Dr. Chalmers' 1991 dissertation was on L'aventure française à San Francisco pendant la ruée vers l'or ("The French Adventure in Gold Rush San Francisco, 1849-1854"). While conducting her research she became particularly interested in the work of Paul Frenzeny, an expatriate who had been posted to Mexico as a soldier to fight with the French army. When he was released from the army, he did not return to France but instead went to New York to learn art. In 1873 he and another artist, Jules Tavernier, were hired by Harper's Weekly for a year-long sketching tour of the western frontier. After the tour, between 1874-1882, Frenzeny sketched seventeen illustrations of San Francisco's Chinatown, which were also published by Harper's. In contrast to most media depictions of the Chinese during that time, Frenzey's illustrations were largely sympathetic and showed several scenes of everyday life and of celebration.
Chalmers' new book will discuss in detail Frenzeny's Chinatown sketches. Several pages from the book were on display last night, showing clearly that it is being produced in very high quality. For anyone researching the Chinese in San Francisco in this period, it would be a worthy addition to a library, albeit at a steep price ($125). Though the book does not yet appear on the Book Club of California's Web site, I was told that they are currently accepting preorders.

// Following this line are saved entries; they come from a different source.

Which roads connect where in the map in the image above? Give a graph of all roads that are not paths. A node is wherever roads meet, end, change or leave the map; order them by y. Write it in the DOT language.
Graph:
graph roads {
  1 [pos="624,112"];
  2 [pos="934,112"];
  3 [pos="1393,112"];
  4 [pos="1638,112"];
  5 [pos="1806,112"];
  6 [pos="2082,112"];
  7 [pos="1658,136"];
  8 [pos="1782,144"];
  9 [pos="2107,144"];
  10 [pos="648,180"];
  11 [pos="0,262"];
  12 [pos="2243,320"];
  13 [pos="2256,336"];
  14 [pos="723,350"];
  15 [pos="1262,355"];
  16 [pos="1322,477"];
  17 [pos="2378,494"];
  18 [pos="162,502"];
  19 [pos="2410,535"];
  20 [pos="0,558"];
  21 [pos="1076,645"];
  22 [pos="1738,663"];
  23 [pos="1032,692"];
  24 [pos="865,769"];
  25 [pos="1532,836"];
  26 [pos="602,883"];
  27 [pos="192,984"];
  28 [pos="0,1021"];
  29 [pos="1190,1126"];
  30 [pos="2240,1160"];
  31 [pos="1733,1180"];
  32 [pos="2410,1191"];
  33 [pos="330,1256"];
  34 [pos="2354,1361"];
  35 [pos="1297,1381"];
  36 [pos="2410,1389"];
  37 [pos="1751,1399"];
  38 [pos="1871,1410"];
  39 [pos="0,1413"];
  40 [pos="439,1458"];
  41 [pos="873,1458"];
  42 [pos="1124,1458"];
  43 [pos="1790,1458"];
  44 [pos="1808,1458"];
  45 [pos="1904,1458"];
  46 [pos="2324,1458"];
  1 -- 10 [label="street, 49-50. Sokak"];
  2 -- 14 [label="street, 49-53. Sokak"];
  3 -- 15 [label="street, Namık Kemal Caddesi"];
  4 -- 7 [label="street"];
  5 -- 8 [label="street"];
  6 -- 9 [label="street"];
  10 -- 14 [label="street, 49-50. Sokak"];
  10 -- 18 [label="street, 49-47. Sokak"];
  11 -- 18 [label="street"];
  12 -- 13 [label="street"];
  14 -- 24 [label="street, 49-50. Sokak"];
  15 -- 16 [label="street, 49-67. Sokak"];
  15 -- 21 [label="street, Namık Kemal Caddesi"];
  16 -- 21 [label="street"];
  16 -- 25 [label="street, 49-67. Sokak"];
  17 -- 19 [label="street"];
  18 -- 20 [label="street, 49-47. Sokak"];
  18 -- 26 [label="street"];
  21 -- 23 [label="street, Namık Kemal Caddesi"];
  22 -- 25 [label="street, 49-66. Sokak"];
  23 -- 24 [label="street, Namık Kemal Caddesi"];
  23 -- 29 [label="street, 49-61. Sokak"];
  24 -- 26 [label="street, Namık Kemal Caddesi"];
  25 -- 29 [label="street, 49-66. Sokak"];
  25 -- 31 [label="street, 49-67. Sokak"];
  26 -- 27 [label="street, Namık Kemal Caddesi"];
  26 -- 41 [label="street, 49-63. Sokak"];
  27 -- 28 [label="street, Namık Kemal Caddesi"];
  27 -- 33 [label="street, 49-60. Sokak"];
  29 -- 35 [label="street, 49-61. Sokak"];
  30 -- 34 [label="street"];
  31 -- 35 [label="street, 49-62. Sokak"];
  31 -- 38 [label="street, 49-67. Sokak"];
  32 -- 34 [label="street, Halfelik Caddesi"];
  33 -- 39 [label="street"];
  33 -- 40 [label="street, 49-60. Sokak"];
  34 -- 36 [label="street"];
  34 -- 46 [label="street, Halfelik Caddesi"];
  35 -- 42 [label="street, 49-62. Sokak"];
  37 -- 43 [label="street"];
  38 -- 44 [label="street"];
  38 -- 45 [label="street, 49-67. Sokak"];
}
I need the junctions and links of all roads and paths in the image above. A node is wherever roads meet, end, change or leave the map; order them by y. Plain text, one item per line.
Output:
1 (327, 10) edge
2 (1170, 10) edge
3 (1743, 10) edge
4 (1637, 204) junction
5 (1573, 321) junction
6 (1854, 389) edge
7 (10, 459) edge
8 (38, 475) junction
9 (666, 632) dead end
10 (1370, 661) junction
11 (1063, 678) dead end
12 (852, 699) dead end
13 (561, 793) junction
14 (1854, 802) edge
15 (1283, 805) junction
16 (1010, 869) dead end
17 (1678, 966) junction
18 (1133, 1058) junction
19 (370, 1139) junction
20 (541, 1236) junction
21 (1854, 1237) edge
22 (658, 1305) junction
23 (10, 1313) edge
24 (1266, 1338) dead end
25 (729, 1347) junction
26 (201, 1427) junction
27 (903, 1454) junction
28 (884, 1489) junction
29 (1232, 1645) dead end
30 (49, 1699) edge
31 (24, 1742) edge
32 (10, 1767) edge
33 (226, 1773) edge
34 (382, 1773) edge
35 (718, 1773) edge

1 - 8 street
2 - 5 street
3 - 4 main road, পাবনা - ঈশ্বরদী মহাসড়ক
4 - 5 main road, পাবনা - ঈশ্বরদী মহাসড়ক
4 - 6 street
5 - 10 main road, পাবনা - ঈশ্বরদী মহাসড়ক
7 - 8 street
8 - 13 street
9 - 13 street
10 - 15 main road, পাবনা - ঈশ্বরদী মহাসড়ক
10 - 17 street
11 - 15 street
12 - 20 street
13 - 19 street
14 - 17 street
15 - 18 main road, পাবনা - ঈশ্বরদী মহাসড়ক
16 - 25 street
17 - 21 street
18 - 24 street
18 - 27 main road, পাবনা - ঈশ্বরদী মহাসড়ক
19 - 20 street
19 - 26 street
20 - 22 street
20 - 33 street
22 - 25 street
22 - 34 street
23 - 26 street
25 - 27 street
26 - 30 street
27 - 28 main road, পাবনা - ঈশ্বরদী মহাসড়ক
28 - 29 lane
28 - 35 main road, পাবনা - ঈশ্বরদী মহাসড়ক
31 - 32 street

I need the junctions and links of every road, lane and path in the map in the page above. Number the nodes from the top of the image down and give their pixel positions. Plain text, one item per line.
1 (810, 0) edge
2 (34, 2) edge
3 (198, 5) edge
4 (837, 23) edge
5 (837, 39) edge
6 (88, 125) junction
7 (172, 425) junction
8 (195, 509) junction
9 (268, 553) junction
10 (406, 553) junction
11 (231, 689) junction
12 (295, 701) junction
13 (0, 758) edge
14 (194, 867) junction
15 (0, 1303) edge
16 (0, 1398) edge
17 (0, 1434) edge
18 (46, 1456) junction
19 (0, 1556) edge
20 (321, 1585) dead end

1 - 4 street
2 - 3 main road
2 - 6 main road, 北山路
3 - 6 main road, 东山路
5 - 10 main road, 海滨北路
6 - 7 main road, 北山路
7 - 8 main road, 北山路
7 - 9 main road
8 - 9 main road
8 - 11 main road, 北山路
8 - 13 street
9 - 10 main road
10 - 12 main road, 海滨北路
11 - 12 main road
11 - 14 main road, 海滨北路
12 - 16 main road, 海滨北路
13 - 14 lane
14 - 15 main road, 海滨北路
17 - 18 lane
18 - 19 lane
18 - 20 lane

There were also flyers last night for a lecture and slide presentation by Philip P. Choy, who wrote the forward to Chalmers' new book. Mr. Choy will be speaking on "An Insider's Guide to the History of San Francisco's Chinatown" from 11:00 a..m-12:30 p.m. on Saturday, October 27, at the San Francisco Public Library Latino/Hispanic Community Meeting Room, on the lower level of the main library. The address is 100 Larkin Street, San Francisco. The presentation is free and open to the public.